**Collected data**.
-- Opening Marker --
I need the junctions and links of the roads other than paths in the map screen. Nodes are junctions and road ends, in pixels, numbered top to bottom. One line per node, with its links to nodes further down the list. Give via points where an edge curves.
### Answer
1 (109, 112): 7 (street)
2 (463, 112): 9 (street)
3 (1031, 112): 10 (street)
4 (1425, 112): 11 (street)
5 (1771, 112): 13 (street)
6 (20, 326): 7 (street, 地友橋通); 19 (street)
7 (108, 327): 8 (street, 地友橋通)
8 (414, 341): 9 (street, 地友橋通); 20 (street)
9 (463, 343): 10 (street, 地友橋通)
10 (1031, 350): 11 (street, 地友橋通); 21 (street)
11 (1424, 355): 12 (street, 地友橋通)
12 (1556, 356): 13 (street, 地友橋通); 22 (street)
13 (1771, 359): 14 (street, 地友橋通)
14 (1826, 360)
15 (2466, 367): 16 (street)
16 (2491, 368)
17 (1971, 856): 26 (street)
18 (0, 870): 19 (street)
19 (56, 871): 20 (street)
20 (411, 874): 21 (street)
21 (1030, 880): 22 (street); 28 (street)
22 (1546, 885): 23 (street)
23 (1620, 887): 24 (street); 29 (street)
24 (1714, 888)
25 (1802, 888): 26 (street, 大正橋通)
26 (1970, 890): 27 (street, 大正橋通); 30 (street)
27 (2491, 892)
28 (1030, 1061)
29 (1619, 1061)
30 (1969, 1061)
-- Closing Marker --
Transcribe every record above exactly as written.

I need the junctions and links of the roads other than paths in the map screen. Nodes are junctions and road ends, in pixels, numbered top to bottom. One line per node, with its links to nodes further down the list. Give via points where an edge curves.
### Answer
1 (109, 112): 7 (street)
2 (463, 112): 9 (street)
3 (1031, 112): 10 (street)
4 (1425, 112): 11 (street)
5 (1771, 112): 13 (street)
6 (20, 326): 7 (street, 地友橋通); 19 (street)
7 (108, 327): 8 (street, 地友橋通)
8 (414, 341): 9 (street, 地友橋通); 20 (street)
9 (463, 343): 10 (street, 地友橋通)
10 (1031, 350): 11 (street, 地友橋通); 21 (street)
11 (1424, 355): 12 (street, 地友橋通)
12 (1556, 356): 13 (street, 地友橋通); 22 (street)
13 (1771, 359): 14 (street, 地友橋通)
14 (1826, 360)
15 (2466, 367): 16 (street)
16 (2491, 368)
17 (1971, 856): 26 (street)
18 (0, 870): 19 (street)
19 (56, 871): 20 (street)
20 (411, 874): 21 (street)
21 (1030, 880): 22 (street); 28 (street)
22 (1546, 885): 23 (street)
23 (1620, 887): 24 (street); 29 (street)
24 (1714, 888)
25 (1802, 888): 26 (street, 大正橋通)
26 (1970, 890): 27 (street, 大正橋通); 30 (street)
27 (2491, 892)
28 (1030, 1061)
29 (1619, 1061)
30 (1969, 1061)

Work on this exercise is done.